Appellants cite Gordon Independent School District v. Hinkson, 661 S.W.3d 922 (Tex. App.-Eastland 2023, orig. proceeding) as analogous to this case. However, in that case, the trial court not only allowed depositions to proceed over jurisdictional challenges, but in its pre-suit deposition order, the trial court stated it considered the plea to the jurisdiction and included a clause denying relief "not expressly granted." Hinkson, 661 S.W.3d at 927-28. Thus, Hinkson included evidence of an implicit denial that this case does not have.

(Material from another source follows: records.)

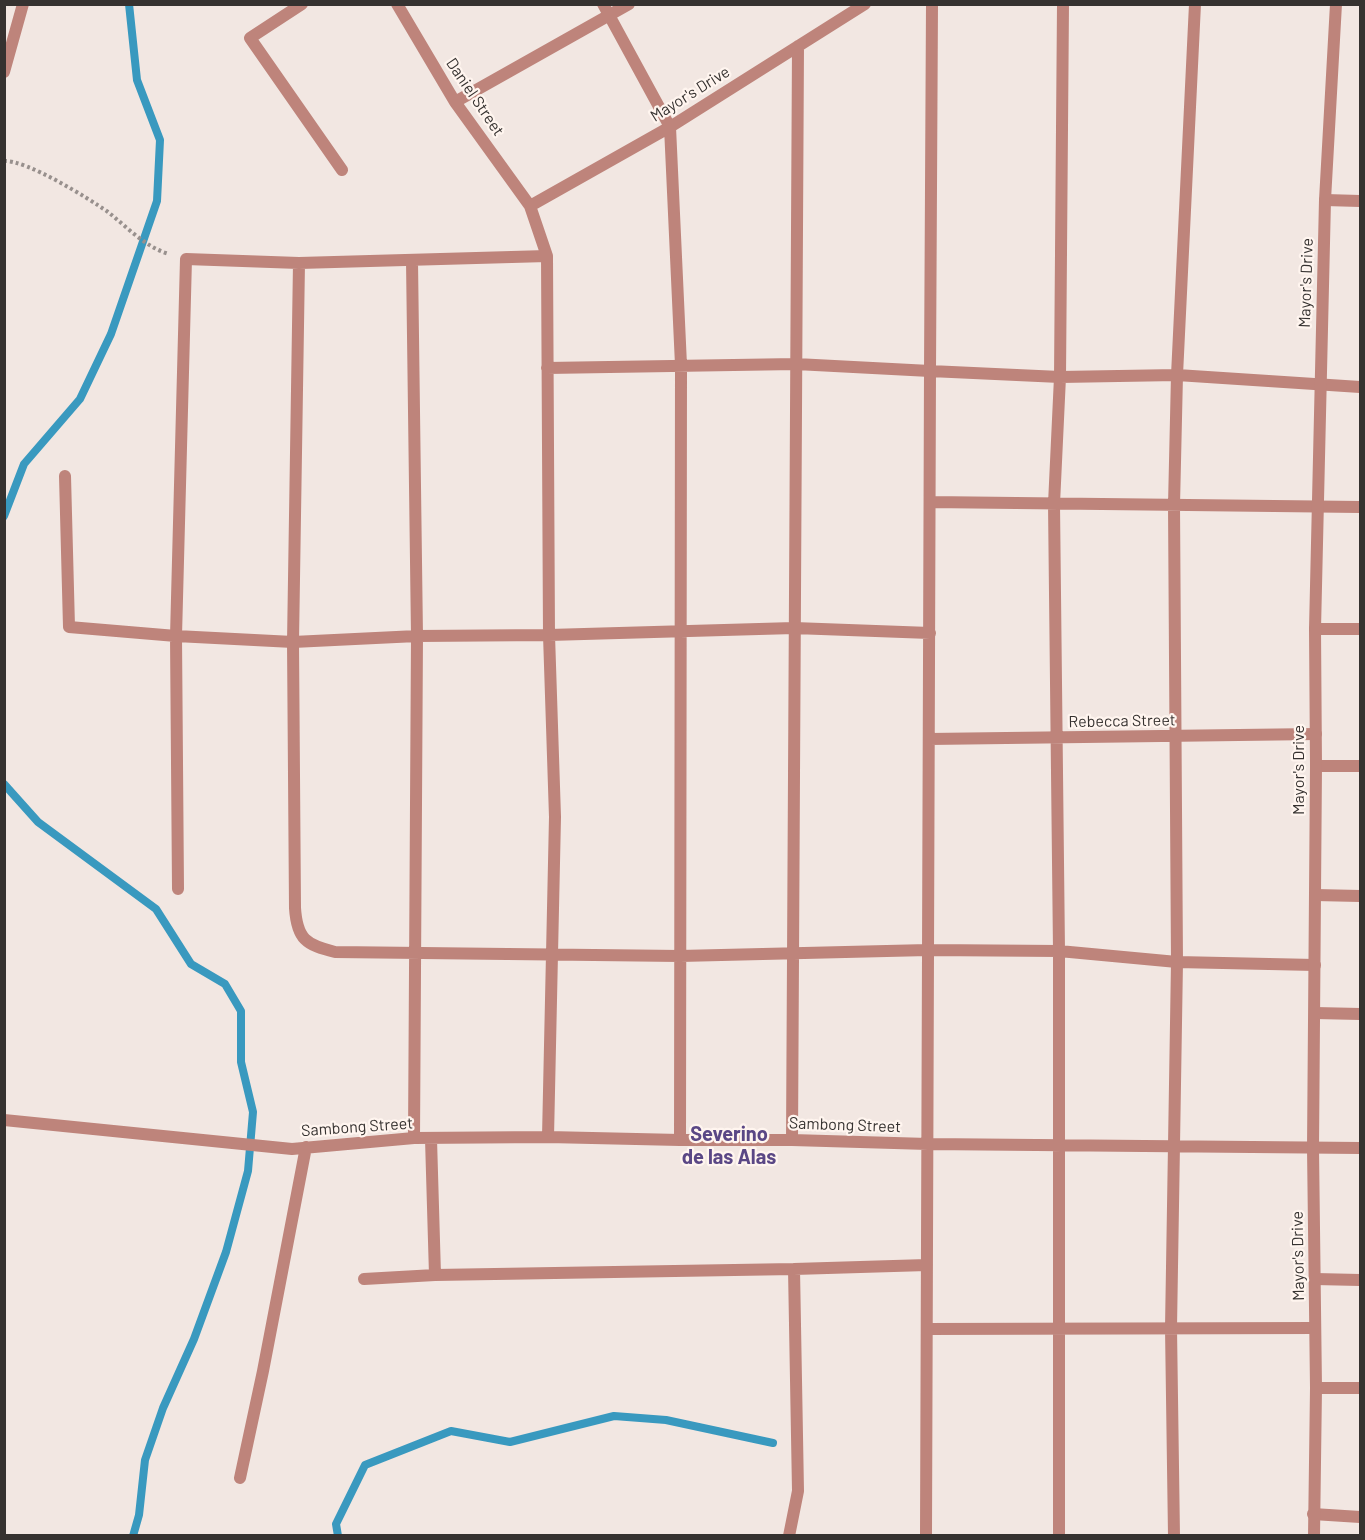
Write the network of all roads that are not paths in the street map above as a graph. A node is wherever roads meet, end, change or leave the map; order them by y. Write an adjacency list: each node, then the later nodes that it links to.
1 (23, 4): 13 (street)
2 (302, 4): 16 (street)
3 (397, 4): 14 (street, Daniel Street)
4 (603, 4): 11 (street)
5 (629, 4): 11 (street)
6 (865, 4): 12 (street, Mayor's Drive)
7 (932, 4): 26 (street)
8 (1063, 4): 28 (street)
9 (1195, 4): 27 (street)
10 (1336, 4): 17 (street, Mayor's Drive)
11 (609, 16): 14 (street); 15 (street)
12 (798, 46): 15 (street, Mayor's Drive); 23 (street)
13 (4, 72)
14 (455, 102): 19 (street, Daniel Street)
15 (670, 128): 19 (street, Mayor's Drive); 24 (street)
16 (342, 170)
17 (1325, 200): 18 (street); 29 (street, Mayor's Drive)
18 (1360, 201)
19 (530, 206): 20 (street, Daniel Street)
20 (547, 256): 21 (street); 25 (street, Daniel Street)
21 (412, 261): 22 (street); 44 (street)
22 (299, 263): 43 (street); 45 (street)
23 (796, 364): 24 (street); 26 (street); 37 (street)
24 (681, 365): 25 (street); 40 (street)
25 (547, 368): 42 (street, Daniel Street)
26 (930, 371): 28 (street); 32 (street)
27 (1177, 375): 28 (street); 29 (street); 34 (street)
28 (1060, 377): 33 (street)
29 (1320, 385): 30 (street); 35 (street, Mayor's Drive)
30 (1360, 387)
31 (65, 476): 43 (street)
32 (930, 502): 33 (street); 41 (street)
33 (1054, 504): 34 (street); 48 (street)
34 (1174, 505): 35 (street); 47 (street)
35 (1317, 507): 36 (street); 38 (street, Mayor's Drive)
36 (1360, 507)
37 (794, 628): 40 (street); 41 (street); 57 (street)
38 (1315, 629): 39 (street); 46 (street, Mayor's Drive)
39 (1360, 629)
40 (680, 630): 42 (street); 60 (street)
41 (930, 633): 49 (street)
42 (549, 635): 44 (street); 59 (street, Daniel Street)
43 (176, 636): 45 (street); 52 (street)
44 (417, 636): 45 (street); 58 (street)
45 (293, 642): 58 (street)
46 (1316, 734): 47 (street, Rebecca Street); 50 (street, Mayor's Drive)
47 (1174, 737): 48 (street, Rebecca Street); 61 (street)
48 (1058, 738): 49 (street, Rebecca Street); 56 (street)
49 (929, 739): 55 (street)
50 (1316, 766): 51 (street); 53 (street, Mayor's Drive)
51 (1360, 766)
52 (178, 889)
53 (1315, 895): 54 (street); 62 (street, Mayor's Drive)
54 (1360, 896)
55 (928, 950): 56 (street); 57 (street); 71 (street)
56 (1059, 951): 61 (street); 72 (street)
57 (792, 953): 60 (street); 70 (street)
58 (415, 954): 59 (street); 67 (street)
59 (552, 956): 60 (street); 66 (street, Daniel Street)
60 (680, 956): 69 (street)
61 (1177, 962): 62 (street); 73 (street)
62 (1314, 965): 63 (street, Mayor's Drive)
63 (1315, 1013): 64 (street); 75 (street, Mayor's Drive)
64 (1360, 1014)
65 (4, 1120): 74 (street, Sambong Street)
66 (548, 1137): 68 (street, Sambong Street); 69 (street, Sambong Street)
67 (414, 1138): 68 (street, Sambong Street); 74 (street, Sambong Street)
68 (431, 1139): 79 (street)
69 (680, 1140): 70 (street, Sambong Street)
70 (792, 1140): 71 (street, Sambong Street)
71 (928, 1144): 72 (street, Sambong Street); 77 (street)
72 (1059, 1144): 73 (street, Sambong Street); 83 (street)
73 (1173, 1145): 75 (street, Sambong Street); 84 (street)
74 (306, 1147): 89 (street)
75 (1313, 1148): 76 (street, Sambong Street); 80 (street, Mayor's Drive)
76 (1360, 1148)
77 (927, 1264): 78 (street); 86 (street)
78 (794, 1269): 79 (street); 92 (street)
79 (435, 1275): 81 (street)
80 (1315, 1279): 82 (street); 85 (street, Mayor's Drive)
81 (364, 1280)
82 (1360, 1280)
83 (1059, 1328): 84 (street); 86 (street); 94 (street)
84 (1171, 1328): 85 (street); 95 (street)
85 (1315, 1328): 87 (street, Mayor's Drive)
86 (927, 1329): 93 (street)
87 (1316, 1388): 88 (street); 90 (street, Mayor's Drive)
88 (1360, 1388)
89 (240, 1478)
90 (1313, 1514): 91 (street); 96 (street, Mayor's Drive)
91 (1360, 1517)
92 (789, 1536)
93 (926, 1536)
94 (1059, 1536)
95 (1174, 1536)
96 (1314, 1536)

"[T]rial courts considering a plea to the jurisdiction have broad discretion to allow 'reasonable opportunity for targeted discovery.'" Mission Consol. Indep. School Dist. v. Garcia, 372 S.W.3d 629, 642-43 (Tex. 2012). "Because courts should determine whether they have jurisdiction as early as practicable, courts should allow 'reasonable opportunity for targeted discovery' if necessary to illuminate jurisdictional facts in a plea to the jurisdiction." Hearts Bluff Game Ranch, Inc. v. State, 381 S.W.3d 468, 491 (Tex. 2012) (quoting Tex. Dep't of Parks & Wildlife v. Miranda, 133 S.W.3d 217, 233 (Tex. 2004)). "Mandamus relief is available when a trial court compels production beyond the permissible bounds of discovery." In re Weekley Homes, L.P., 295 S.W.3d 309, 322 (Tex. 2009) (orig. proceeding); In re Lamar Univ., No. 09-18-00241-CV, 2018 WL 3911062, at *3 (Tex. App.-Beaumont Aug. 16, 2018, orig. proceeding) (granting mandamus relief where trial court ordered expedited discovery on matters unrelated to jurisdiction); see In re Brown, No. 05-20-00639-CV, 2020 WL 4047965, at *4 (Tex. App.-Dallas July 20, 2020, orig. proceeding) (mem. op.) (ordering trial court to vacate order deferring ruling on plea to the jurisdiction and ordering expedited discovery). Thus, in this proceeding, we do not reach the issue of whether the ordered discovery is appropriate.
Disposition
Having concluded that we lack jurisdiction over this appeal, we grant McGowan's motion to dismiss, and we dismiss the appeal for want of jurisdiction. We lift our stay of October 9, 2024.
Opinion delivered.
JUDGMENT
THIS CAUSE came to be heard on the appellate record and the Appellee's motion to dismiss; and the same being considered, it is the opinion of this Court that this appeal should be dismissed for want of jurisdiction.
It is therefore ORDERED, ADJUDGED and DECREED by this Court that the appeal be, and the same is, hereby dismissed for want of jurisdiction; and that this decision be certified to the court below for observance.